In the universe now there was no longer a container and a thing contained, but only a general thickness of signs superimposed and coagulated, occupying the whole volume of space; it was constantly being dotted, minutely a network of lines and scratches and reliefs and engravings: a universe was scrawled over the sides, along all dimensions. There was no longer any way to establish a point of reference: the Galaxy went on turning but I could no longer count the revolutions, any point could be the point of departure, any sign heaped up with the others could be mine, but discovering it would have served no purpose, because it was clear that, independent of signs, space didn’t exist and perhaps had never existed.
— from Cosmicomics by Italo Calvino (1965)

Image: The Sloan Great Wall. W. Schaap et al. (2007) via APOD

22 August 2014

"As if you were among Angels"

Yesterday I went to Hereford to study the Mappa Mundi and other materials relevant to research for the book.
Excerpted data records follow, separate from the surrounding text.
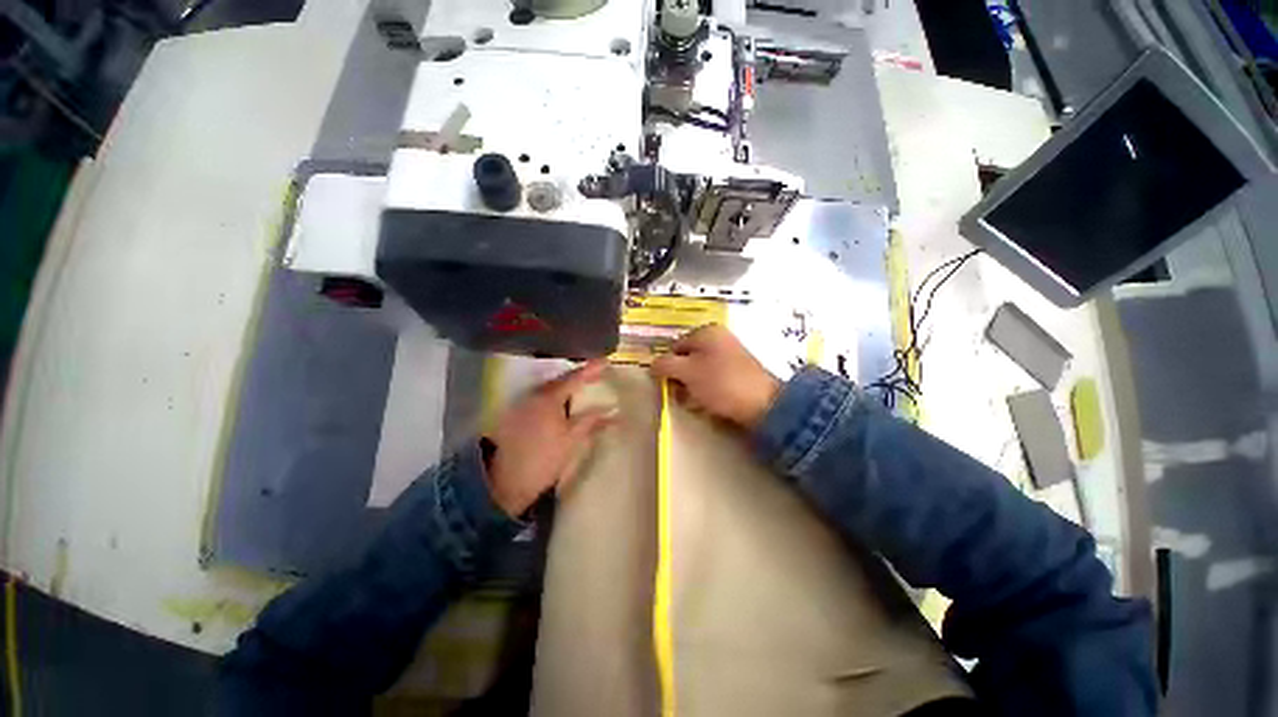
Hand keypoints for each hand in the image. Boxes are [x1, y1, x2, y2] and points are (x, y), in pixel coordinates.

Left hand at [484, 361, 615, 516]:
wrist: (507, 482)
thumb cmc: (544, 460)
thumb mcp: (572, 440)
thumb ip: (592, 421)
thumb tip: (613, 411)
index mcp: (549, 399)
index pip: (574, 378)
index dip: (591, 370)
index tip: (605, 362)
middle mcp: (534, 395)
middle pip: (560, 380)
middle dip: (578, 375)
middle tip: (596, 374)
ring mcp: (523, 404)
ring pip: (549, 388)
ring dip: (566, 385)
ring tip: (582, 385)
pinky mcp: (516, 414)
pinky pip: (540, 396)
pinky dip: (554, 395)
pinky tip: (562, 401)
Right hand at [651, 325, 781, 429]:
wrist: (763, 404)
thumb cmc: (721, 383)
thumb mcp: (687, 372)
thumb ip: (665, 365)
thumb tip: (652, 365)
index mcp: (706, 332)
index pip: (675, 347)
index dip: (668, 367)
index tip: (670, 386)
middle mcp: (718, 338)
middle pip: (687, 359)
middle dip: (681, 379)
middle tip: (684, 396)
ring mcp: (730, 354)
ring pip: (699, 371)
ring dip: (693, 387)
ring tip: (698, 402)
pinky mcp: (737, 371)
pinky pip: (713, 378)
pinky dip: (707, 390)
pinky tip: (710, 403)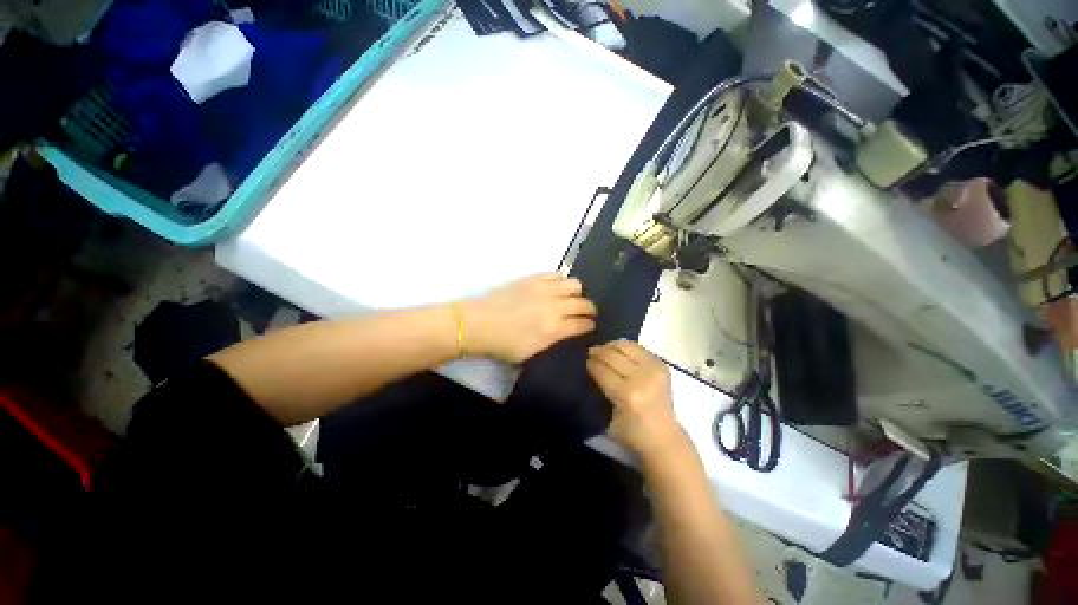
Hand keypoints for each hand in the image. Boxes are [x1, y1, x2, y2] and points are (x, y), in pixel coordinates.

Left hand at [461, 274, 596, 363]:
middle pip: (584, 303)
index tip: (590, 325)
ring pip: (575, 284)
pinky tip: (556, 287)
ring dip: (578, 293)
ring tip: (571, 298)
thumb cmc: (503, 344)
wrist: (479, 323)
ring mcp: (545, 289)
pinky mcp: (533, 278)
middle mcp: (554, 306)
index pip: (583, 324)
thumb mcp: (531, 352)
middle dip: (590, 309)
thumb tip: (566, 331)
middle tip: (586, 312)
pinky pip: (556, 275)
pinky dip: (561, 281)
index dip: (589, 325)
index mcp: (554, 329)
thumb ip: (553, 340)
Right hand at [587, 339, 683, 455]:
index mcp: (627, 395)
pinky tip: (617, 352)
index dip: (589, 363)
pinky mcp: (661, 364)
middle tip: (589, 353)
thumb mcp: (607, 419)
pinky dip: (624, 347)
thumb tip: (588, 369)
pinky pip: (637, 347)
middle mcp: (642, 377)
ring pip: (625, 346)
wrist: (664, 437)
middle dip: (597, 352)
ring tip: (602, 350)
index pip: (601, 370)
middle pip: (612, 355)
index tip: (582, 361)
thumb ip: (598, 392)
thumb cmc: (632, 433)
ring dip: (610, 346)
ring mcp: (654, 368)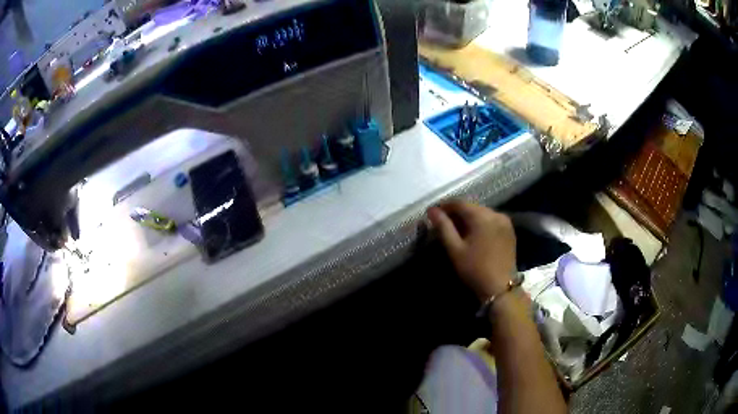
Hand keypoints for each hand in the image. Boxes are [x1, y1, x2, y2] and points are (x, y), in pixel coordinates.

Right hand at [427, 201, 516, 301]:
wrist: (500, 288)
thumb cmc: (475, 269)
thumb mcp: (455, 249)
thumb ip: (443, 227)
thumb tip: (432, 210)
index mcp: (482, 216)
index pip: (460, 203)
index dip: (445, 206)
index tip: (433, 213)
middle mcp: (495, 213)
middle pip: (472, 206)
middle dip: (457, 212)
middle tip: (443, 222)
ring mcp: (505, 221)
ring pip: (482, 212)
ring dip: (469, 217)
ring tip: (457, 229)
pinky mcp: (509, 230)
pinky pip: (491, 220)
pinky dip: (480, 222)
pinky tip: (473, 234)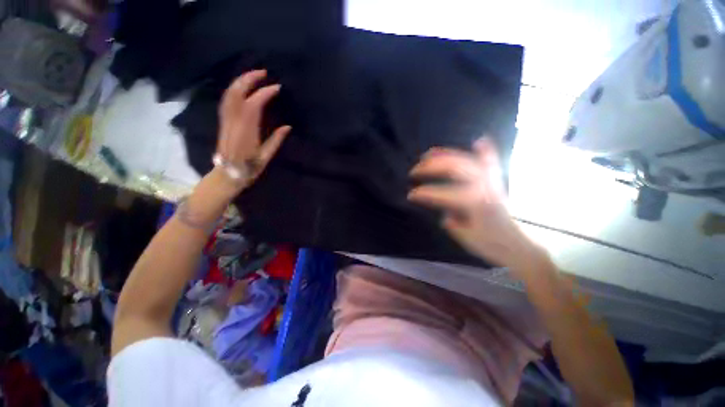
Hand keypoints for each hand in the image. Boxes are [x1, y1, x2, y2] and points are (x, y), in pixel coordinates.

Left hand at [215, 69, 290, 192]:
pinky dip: (234, 90)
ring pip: (229, 94)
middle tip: (263, 72)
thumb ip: (276, 140)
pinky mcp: (223, 122)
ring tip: (253, 76)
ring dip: (240, 81)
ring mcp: (226, 120)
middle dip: (249, 79)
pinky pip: (226, 100)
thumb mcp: (266, 157)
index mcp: (246, 131)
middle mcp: (234, 122)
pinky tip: (241, 88)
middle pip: (237, 93)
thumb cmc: (249, 168)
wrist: (227, 174)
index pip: (254, 104)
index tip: (276, 88)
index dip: (264, 93)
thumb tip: (287, 126)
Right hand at [408, 138, 539, 274]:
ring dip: (445, 155)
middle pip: (454, 167)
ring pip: (466, 160)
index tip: (410, 195)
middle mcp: (484, 186)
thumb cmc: (492, 245)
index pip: (443, 193)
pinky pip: (490, 162)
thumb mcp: (466, 238)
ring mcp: (491, 181)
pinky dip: (485, 151)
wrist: (519, 246)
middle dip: (431, 167)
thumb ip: (452, 221)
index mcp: (475, 202)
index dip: (424, 193)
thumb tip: (447, 212)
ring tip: (428, 154)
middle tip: (415, 171)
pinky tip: (479, 141)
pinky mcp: (496, 182)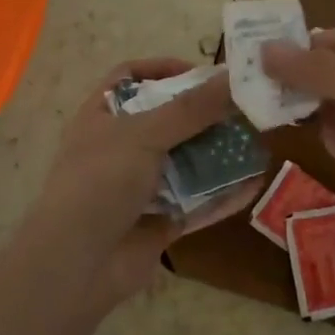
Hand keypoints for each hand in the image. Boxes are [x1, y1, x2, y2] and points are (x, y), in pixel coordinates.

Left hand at [17, 58, 262, 303]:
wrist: (76, 265)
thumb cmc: (100, 182)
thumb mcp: (143, 134)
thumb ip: (190, 109)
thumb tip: (233, 78)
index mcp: (102, 116)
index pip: (130, 77)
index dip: (163, 69)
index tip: (203, 73)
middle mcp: (119, 147)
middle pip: (167, 120)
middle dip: (204, 114)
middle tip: (244, 107)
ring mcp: (140, 187)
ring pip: (186, 162)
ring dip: (219, 153)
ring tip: (258, 141)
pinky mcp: (159, 222)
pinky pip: (197, 202)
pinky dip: (223, 194)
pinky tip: (255, 184)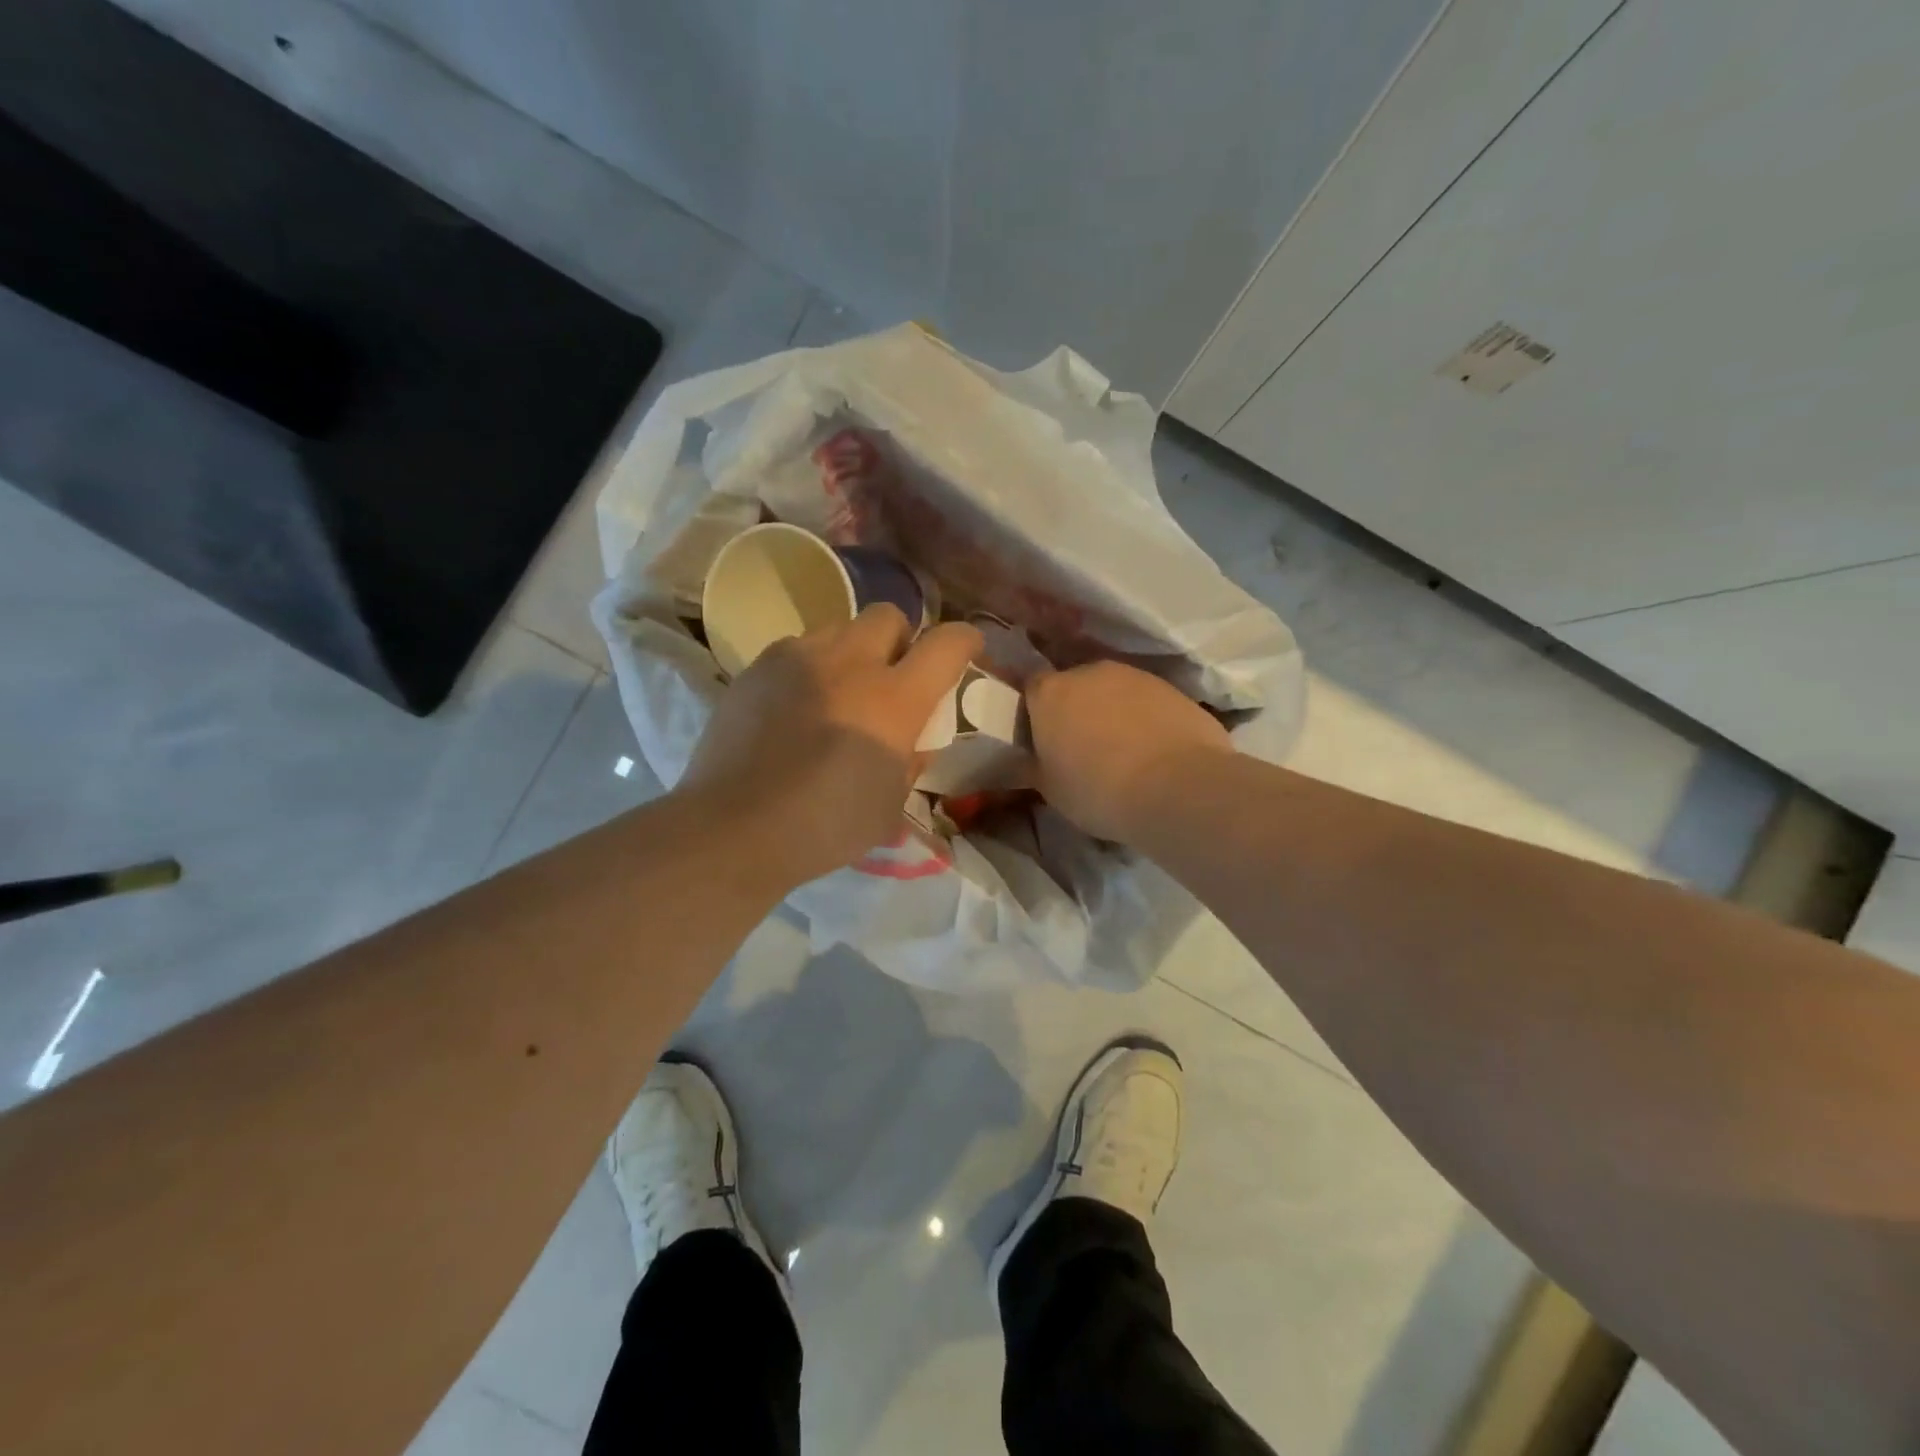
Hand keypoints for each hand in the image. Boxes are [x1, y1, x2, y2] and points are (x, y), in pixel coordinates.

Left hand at [680, 606, 982, 890]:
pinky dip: (811, 667)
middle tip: (892, 677)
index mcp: (894, 699)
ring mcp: (798, 658)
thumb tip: (916, 741)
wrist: (735, 828)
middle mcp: (850, 662)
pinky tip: (798, 705)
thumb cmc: (826, 826)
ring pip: (840, 628)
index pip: (947, 643)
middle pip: (889, 615)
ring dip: (853, 651)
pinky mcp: (757, 667)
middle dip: (900, 639)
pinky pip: (797, 648)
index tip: (967, 652)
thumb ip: (911, 762)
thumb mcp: (890, 806)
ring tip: (840, 691)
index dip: (965, 641)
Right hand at [1026, 661, 1234, 842]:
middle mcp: (1089, 672)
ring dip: (1111, 712)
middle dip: (1075, 710)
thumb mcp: (1050, 789)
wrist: (1178, 786)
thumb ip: (1031, 767)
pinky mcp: (1171, 687)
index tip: (1041, 741)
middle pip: (1074, 685)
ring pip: (1113, 691)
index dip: (1034, 713)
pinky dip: (1144, 718)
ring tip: (1122, 751)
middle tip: (1081, 748)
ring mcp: (1134, 676)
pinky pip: (1146, 701)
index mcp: (1050, 693)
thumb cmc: (1098, 789)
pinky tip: (1153, 750)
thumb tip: (1021, 762)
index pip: (1031, 688)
I made an early start so that I could walk over wooded hills to the west in the morning light.



Pockets of ancient semi-natural woodland at Credenhill Park Wood include numerous old yews. Ash trees edge the embankment around a clearing at the top of hill where more than 2000 years ago was a great fort. There are views from here to a great distance.  Thomas Traherne wrote:
Your enjoyment never is right, till every morning you wake in Heaven, see yourself in your Father's palace, and look upon the Skies, the Earth, the Air as Celestial Joys, having such Reverend Esteem of all, as if you were among Angels.


Speaking on Today this morning in connection with the Living Symphonies project, Richard Mabey noted that some 20 different senses have been identified in the plant kingdom.   Walking in Badnage Wood yesterday brought to mind this from Italo Calvino:
seek and learn to recognize who and what, in the midst of inferno, are not inferno, then make them endure, give them space.